**Work request:**
The entries follow. Copy every line in which "edges" appears.

»»

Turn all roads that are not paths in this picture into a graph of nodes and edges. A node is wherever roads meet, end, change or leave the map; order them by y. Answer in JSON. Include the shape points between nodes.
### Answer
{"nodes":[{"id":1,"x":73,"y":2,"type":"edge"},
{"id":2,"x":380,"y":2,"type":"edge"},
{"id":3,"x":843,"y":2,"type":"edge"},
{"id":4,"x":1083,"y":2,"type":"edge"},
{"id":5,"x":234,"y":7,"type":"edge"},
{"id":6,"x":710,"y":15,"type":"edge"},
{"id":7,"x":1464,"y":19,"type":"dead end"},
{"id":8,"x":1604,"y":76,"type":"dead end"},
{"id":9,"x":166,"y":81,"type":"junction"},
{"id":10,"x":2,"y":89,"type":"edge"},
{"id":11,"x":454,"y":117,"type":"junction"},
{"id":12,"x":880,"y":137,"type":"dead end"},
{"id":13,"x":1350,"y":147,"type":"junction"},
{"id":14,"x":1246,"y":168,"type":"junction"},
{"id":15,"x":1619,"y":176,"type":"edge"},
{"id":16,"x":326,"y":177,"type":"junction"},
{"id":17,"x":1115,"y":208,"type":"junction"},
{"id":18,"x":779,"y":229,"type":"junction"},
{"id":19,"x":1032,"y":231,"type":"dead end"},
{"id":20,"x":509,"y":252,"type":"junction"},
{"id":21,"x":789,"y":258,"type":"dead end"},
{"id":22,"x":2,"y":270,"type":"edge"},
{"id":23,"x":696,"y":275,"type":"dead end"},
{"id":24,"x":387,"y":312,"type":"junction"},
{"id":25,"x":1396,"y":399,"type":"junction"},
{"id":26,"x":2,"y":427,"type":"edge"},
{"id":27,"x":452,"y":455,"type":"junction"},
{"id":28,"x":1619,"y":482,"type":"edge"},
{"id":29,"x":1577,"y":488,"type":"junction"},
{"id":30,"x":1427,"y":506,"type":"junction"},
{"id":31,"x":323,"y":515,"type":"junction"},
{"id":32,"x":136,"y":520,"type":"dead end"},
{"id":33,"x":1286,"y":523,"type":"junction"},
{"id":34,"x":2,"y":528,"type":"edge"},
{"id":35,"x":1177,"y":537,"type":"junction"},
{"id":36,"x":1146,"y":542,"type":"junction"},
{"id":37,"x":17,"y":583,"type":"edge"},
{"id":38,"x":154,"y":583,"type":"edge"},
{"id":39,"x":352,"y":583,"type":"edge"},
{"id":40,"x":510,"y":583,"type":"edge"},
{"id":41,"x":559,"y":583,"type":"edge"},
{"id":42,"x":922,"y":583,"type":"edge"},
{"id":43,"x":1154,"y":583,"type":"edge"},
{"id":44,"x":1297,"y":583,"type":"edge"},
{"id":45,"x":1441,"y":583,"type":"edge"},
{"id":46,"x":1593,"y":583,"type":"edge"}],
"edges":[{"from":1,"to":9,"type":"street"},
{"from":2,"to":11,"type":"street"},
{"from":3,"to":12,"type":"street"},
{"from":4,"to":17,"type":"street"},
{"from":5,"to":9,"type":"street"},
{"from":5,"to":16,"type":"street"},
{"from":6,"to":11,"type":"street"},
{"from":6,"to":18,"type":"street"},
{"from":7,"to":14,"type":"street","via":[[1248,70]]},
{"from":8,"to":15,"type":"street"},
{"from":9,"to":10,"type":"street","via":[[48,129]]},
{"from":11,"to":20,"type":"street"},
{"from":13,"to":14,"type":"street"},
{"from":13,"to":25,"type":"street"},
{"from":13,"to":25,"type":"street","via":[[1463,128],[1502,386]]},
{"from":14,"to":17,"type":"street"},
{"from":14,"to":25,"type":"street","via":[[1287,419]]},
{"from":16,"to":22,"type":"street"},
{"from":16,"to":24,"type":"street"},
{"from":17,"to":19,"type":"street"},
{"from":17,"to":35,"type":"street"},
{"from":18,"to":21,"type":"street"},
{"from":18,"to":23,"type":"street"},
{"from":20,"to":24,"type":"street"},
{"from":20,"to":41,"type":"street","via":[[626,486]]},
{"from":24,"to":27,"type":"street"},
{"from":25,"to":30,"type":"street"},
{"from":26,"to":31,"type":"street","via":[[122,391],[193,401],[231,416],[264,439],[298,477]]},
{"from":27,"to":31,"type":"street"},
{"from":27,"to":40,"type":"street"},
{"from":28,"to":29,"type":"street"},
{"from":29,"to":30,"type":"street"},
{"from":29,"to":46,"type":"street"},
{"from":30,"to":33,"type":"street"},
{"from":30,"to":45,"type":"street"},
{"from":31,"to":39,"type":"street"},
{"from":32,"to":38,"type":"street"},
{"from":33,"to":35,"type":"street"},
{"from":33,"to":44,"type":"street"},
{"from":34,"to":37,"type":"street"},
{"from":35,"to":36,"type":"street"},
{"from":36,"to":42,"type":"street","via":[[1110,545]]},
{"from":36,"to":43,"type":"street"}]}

««

**Response for this exercise:**
Turn all roads that are not paths in this picture into a graph of nodes and edges. A node is wherever roads meet, end, change or leave the map; order them by y. Answer in JSON. Include the shape points between nodes.
"edges":[{"from":1,"to":9,"type":"street"},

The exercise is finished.